Saved data entries:

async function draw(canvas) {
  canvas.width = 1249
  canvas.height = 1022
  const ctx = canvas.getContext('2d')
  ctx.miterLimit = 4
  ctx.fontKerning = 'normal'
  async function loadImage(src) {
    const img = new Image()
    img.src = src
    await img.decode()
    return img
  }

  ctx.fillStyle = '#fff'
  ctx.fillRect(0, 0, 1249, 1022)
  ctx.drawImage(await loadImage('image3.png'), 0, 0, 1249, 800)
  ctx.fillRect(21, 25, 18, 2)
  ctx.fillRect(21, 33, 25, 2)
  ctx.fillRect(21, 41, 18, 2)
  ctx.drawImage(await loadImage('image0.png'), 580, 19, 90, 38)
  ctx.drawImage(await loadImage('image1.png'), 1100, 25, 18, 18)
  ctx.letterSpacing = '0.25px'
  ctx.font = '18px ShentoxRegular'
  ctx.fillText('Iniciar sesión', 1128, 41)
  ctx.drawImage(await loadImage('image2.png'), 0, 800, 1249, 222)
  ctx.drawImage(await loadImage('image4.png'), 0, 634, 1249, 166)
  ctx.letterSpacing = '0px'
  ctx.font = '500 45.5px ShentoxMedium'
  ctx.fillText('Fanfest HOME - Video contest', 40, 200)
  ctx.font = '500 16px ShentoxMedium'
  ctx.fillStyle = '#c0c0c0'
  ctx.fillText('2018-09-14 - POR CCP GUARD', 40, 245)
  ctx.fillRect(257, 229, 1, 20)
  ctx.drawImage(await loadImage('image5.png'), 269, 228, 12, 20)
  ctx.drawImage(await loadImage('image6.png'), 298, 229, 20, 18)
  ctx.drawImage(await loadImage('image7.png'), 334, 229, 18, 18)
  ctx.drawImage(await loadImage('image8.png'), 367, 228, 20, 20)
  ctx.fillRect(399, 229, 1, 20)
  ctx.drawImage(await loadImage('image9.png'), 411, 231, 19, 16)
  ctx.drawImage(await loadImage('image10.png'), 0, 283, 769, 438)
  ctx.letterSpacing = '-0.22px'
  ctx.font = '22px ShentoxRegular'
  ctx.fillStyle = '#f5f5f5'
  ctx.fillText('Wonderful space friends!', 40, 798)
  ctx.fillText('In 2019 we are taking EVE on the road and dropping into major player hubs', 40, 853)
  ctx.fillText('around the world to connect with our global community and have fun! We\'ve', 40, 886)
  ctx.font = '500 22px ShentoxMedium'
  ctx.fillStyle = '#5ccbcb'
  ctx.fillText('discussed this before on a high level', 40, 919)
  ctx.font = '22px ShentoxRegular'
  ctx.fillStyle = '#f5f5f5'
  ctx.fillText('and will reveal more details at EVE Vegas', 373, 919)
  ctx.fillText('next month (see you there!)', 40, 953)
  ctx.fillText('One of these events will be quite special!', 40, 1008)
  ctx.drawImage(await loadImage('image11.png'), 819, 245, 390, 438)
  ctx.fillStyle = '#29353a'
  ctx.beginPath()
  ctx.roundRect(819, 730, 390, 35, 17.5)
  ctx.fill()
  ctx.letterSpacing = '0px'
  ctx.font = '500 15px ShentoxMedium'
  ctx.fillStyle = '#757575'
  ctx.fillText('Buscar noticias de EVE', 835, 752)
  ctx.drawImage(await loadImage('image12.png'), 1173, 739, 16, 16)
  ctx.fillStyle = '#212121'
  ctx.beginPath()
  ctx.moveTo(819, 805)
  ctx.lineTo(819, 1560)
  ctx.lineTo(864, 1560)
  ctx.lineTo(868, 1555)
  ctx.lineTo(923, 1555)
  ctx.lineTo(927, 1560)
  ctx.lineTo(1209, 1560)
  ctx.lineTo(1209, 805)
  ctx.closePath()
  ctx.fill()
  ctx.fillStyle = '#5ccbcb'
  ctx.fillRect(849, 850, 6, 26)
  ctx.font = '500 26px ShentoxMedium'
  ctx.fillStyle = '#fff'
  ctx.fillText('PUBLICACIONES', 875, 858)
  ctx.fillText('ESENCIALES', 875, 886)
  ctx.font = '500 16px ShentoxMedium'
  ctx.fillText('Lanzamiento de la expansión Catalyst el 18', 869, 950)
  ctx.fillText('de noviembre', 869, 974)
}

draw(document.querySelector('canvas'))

> [Instructions to follow] What you give back should be only the lines of the records above, starting at the line with "canvas.width = 1249" and ending at the line with "ctx.font = '500 22px ShentoxMedium'", restated word for word.

> [Answer for the task]
  canvas.width = 1249
  canvas.height = 1022
  const ctx = canvas.getContext('2d')
  ctx.miterLimit = 4
  ctx.fontKerning = 'normal'
  async function loadImage(src) {
    const img = new Image()
    img.src = src
    await img.decode()
    return img
  }

  ctx.fillStyle = '#fff'
  ctx.fillRect(0, 0, 1249, 1022)
  ctx.drawImage(await loadImage('image3.png'), 0, 0, 1249, 800)
  ctx.fillRect(21, 25, 18, 2)
  ctx.fillRect(21, 33, 25, 2)
  ctx.fillRect(21, 41, 18, 2)
  ctx.drawImage(await loadImage('image0.png'), 580, 19, 90, 38)
  ctx.drawImage(await loadImage('image1.png'), 1100, 25, 18, 18)
  ctx.letterSpacing = '0.25px'
  ctx.font = '18px ShentoxRegular'
  ctx.fillText('Iniciar sesión', 1128, 41)
  ctx.drawImage(await loadImage('image2.png'), 0, 800, 1249, 222)
  ctx.drawImage(await loadImage('image4.png'), 0, 634, 1249, 166)
  ctx.letterSpacing = '0px'
  ctx.font = '500 45.5px ShentoxMedium'
  ctx.fillText('Fanfest HOME - Video contest', 40, 200)
  ctx.font = '500 16px ShentoxMedium'
  ctx.fillStyle = '#c0c0c0'
  ctx.fillText('2018-09-14 - POR CCP GUARD', 40, 245)
  ctx.fillRect(257, 229, 1, 20)
  ctx.drawImage(await loadImage('image5.png'), 269, 228, 12, 20)
  ctx.drawImage(await loadImage('image6.png'), 298, 229, 20, 18)
  ctx.drawImage(await loadImage('image7.png'), 334, 229, 18, 18)
  ctx.drawImage(await loadImage('image8.png'), 367, 228, 20, 20)
  ctx.fillRect(399, 229, 1, 20)
  ctx.drawImage(await loadImage('image9.png'), 411, 231, 19, 16)
  ctx.drawImage(await loadImage('image10.png'), 0, 283, 769, 438)
  ctx.letterSpacing = '-0.22px'
  ctx.font = '22px ShentoxRegular'
  ctx.fillStyle = '#f5f5f5'
  ctx.fillText('Wonderful space friends!', 40, 798)
  ctx.fillText('In 2019 we are taking EVE on the road and dropping into major player hubs', 40, 853)
  ctx.fillText('around the world to connect with our global community and have fun! We\'ve', 40, 886)
  ctx.font = '500 22px ShentoxMedium'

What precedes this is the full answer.